Records shown Block Start

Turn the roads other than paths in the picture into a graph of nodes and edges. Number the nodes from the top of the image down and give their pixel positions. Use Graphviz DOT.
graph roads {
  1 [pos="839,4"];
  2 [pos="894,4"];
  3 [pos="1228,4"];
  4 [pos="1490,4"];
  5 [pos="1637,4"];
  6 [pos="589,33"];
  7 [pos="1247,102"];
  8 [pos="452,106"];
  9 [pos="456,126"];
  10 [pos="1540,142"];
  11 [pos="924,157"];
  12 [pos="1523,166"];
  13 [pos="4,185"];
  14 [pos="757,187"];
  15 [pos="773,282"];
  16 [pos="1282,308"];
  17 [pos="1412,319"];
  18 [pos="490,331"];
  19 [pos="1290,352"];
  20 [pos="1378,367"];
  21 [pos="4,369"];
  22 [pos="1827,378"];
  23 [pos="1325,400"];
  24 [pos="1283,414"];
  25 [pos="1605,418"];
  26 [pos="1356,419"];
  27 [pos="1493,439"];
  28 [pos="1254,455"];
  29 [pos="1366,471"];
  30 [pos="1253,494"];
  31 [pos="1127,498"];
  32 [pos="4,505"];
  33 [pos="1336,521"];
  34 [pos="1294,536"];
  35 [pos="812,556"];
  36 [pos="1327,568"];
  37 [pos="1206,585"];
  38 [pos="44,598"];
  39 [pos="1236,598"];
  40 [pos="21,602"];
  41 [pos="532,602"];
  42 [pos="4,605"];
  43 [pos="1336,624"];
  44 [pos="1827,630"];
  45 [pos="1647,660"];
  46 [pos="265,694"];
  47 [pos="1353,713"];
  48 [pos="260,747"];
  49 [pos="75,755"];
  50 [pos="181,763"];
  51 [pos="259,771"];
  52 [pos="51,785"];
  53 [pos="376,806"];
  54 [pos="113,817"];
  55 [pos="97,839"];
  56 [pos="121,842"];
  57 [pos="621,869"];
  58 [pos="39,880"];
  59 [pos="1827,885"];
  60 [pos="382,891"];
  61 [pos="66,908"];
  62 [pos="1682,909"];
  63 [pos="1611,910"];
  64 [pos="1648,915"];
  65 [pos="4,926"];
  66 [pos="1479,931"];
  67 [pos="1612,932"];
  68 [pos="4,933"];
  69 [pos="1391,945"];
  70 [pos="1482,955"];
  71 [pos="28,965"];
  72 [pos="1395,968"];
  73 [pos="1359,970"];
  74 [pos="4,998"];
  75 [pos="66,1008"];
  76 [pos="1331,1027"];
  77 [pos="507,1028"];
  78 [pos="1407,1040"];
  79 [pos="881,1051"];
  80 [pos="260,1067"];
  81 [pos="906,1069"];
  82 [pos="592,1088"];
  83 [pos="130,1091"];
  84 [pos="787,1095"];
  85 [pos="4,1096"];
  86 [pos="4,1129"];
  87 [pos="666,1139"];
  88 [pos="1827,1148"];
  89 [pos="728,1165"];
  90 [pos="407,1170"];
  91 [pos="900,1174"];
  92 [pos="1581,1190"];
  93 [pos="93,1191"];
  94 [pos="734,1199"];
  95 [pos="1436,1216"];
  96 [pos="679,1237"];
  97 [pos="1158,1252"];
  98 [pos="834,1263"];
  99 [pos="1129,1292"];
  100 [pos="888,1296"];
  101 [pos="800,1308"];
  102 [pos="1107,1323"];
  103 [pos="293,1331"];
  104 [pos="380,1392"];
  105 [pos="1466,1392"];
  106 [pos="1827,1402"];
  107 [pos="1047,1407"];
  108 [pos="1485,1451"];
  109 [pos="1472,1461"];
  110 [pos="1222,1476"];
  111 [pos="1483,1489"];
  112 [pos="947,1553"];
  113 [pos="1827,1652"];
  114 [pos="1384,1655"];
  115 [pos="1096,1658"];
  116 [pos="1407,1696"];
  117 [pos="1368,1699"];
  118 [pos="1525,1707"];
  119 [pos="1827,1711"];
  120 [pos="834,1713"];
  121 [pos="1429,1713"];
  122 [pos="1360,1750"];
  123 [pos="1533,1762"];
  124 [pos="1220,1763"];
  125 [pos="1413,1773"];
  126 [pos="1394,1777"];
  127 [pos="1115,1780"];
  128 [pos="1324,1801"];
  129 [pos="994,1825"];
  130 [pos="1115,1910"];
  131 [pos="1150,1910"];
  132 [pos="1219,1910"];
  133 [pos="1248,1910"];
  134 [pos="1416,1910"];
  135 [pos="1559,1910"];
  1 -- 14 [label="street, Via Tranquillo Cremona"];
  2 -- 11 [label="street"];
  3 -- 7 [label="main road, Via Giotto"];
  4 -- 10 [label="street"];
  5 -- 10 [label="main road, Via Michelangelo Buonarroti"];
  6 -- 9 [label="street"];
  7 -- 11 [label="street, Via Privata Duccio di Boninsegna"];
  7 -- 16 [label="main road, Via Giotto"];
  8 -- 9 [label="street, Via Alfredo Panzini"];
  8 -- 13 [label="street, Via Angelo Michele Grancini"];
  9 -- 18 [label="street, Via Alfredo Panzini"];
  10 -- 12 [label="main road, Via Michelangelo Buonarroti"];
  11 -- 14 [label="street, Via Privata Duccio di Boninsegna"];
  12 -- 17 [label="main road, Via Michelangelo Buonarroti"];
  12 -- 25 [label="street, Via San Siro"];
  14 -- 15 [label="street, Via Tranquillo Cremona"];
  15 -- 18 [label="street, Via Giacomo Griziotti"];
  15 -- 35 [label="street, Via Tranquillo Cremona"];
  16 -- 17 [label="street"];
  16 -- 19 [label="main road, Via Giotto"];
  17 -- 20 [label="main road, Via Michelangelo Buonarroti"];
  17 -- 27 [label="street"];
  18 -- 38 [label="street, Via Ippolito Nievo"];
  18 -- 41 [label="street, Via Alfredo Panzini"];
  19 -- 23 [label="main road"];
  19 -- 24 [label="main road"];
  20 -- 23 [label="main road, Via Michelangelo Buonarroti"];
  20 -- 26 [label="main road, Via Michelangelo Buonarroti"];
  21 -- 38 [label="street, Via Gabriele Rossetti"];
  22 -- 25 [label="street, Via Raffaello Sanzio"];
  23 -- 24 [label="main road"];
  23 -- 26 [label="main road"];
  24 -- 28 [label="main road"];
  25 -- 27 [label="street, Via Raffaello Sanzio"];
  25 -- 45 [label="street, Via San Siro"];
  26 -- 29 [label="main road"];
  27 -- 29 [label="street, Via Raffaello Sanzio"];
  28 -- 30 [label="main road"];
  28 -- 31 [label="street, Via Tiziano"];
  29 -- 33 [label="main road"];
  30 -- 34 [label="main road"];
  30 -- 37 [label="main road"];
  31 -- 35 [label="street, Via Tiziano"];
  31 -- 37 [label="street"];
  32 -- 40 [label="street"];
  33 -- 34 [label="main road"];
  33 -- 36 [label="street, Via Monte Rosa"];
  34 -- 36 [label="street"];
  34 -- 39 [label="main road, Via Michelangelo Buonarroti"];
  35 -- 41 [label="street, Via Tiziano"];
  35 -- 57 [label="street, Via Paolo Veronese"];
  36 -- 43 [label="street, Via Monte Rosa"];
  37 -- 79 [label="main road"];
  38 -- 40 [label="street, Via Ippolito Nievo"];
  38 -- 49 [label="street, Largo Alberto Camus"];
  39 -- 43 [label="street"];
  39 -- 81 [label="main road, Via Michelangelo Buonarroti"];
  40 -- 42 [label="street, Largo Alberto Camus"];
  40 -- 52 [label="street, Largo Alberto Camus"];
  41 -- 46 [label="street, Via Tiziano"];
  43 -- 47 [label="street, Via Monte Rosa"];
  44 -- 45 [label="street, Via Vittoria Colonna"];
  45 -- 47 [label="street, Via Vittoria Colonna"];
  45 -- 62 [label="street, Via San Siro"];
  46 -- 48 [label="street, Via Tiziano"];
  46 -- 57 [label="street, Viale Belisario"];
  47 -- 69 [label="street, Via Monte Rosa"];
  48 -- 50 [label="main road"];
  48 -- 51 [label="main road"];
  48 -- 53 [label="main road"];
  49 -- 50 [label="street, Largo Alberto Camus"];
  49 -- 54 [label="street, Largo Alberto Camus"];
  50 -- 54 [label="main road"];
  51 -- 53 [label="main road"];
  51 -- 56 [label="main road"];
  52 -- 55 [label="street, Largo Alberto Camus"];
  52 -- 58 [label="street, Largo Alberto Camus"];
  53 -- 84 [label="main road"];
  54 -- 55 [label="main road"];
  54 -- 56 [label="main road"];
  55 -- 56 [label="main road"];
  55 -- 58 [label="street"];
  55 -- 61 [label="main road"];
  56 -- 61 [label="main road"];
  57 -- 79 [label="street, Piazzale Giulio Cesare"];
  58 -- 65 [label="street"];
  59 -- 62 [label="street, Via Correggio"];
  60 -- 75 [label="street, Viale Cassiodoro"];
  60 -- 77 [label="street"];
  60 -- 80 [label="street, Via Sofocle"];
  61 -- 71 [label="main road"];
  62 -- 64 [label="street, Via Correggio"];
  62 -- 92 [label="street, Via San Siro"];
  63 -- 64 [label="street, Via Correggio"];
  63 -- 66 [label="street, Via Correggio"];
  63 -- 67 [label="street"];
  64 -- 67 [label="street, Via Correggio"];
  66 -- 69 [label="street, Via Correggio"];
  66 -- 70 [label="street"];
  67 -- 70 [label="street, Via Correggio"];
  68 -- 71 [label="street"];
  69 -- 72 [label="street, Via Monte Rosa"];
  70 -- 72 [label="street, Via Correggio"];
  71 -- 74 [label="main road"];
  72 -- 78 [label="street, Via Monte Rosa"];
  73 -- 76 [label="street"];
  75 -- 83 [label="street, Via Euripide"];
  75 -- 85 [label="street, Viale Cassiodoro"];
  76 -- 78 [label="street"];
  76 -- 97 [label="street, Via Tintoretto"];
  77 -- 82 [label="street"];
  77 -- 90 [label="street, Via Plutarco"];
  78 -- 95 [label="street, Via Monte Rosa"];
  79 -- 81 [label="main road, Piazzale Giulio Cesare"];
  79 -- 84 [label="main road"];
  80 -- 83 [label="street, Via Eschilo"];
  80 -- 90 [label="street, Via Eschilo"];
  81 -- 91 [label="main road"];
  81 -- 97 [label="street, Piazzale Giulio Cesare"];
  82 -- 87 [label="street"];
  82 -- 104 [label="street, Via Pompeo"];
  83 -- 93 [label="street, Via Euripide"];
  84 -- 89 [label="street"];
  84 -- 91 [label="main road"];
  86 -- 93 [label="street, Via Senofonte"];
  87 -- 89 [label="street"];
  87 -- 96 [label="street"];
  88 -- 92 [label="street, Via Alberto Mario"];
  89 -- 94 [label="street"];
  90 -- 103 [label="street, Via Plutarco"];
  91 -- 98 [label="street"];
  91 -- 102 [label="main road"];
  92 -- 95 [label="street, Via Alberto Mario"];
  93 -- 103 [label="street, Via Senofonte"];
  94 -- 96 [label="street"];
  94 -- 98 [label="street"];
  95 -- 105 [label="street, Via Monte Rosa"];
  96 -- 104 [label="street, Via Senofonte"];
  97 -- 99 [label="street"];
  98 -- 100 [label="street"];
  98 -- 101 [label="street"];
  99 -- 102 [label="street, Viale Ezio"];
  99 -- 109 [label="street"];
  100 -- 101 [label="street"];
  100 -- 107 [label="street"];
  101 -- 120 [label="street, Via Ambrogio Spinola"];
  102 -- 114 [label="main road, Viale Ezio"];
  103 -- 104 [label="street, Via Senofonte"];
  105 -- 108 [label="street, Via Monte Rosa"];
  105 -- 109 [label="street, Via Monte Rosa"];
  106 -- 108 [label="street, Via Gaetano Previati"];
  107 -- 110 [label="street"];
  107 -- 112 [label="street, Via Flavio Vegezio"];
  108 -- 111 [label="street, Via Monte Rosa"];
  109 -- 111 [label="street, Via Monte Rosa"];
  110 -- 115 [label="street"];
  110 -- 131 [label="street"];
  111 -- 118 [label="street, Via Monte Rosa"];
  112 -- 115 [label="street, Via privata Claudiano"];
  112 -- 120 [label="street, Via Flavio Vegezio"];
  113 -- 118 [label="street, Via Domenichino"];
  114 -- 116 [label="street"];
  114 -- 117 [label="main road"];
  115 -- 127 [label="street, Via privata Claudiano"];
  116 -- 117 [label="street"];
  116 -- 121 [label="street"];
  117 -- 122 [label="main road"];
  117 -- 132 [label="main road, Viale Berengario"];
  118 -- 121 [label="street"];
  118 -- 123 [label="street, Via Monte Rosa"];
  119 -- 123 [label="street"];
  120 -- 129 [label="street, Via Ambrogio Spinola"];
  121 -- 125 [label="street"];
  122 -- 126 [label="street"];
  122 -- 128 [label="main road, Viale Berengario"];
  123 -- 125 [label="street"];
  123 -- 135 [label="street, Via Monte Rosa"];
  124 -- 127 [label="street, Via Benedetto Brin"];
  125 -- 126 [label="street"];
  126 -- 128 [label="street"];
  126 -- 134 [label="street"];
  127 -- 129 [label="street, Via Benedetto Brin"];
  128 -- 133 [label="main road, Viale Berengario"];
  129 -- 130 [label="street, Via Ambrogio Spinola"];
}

Records shown Block End

• _Your objective_
How many lines in this material contain the string "Panzini"? State the number alone.

• _Task answer_
3